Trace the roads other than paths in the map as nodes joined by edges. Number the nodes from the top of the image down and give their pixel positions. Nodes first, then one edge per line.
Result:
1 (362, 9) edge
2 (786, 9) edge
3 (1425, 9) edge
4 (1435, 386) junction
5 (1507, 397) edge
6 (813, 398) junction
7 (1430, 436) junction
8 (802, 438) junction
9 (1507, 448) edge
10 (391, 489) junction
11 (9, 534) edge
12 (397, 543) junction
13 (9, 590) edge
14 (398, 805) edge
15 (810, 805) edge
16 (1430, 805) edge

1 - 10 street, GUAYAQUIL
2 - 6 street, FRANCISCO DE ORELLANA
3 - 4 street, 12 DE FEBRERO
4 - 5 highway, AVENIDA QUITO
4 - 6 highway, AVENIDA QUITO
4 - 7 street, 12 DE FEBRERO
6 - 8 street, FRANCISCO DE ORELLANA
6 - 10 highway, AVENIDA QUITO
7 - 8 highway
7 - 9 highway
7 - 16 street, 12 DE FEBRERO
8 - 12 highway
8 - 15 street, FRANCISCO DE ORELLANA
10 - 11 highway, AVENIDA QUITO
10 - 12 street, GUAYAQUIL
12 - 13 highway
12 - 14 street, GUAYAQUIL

= = = = =

* What you will do
Retype the entries word for word.

* Final answer
Trace the roads other than paths in the map as nodes joined by edges. Number the nodes from the top of the image down and give their pixel positions. Nodes first, then one edge per line.
Result:
1 (362, 9) edge
2 (786, 9) edge
3 (1425, 9) edge
4 (1435, 386) junction
5 (1507, 397) edge
6 (813, 398) junction
7 (1430, 436) junction
8 (802, 438) junction
9 (1507, 448) edge
10 (391, 489) junction
11 (9, 534) edge
12 (397, 543) junction
13 (9, 590) edge
14 (398, 805) edge
15 (810, 805) edge
16 (1430, 805) edge

1 - 10 street, GUAYAQUIL
2 - 6 street, FRANCISCO DE ORELLANA
3 - 4 street, 12 DE FEBRERO
4 - 5 highway, AVENIDA QUITO
4 - 6 highway, AVENIDA QUITO
4 - 7 street, 12 DE FEBRERO
6 - 8 street, FRANCISCO DE ORELLANA
6 - 10 highway, AVENIDA QUITO
7 - 8 highway
7 - 9 highway
7 - 16 street, 12 DE FEBRERO
8 - 12 highway
8 - 15 street, FRANCISCO DE ORELLANA
10 - 11 highway, AVENIDA QUITO
10 - 12 street, GUAYAQUIL
12 - 13 highway
12 - 14 street, GUAYAQUIL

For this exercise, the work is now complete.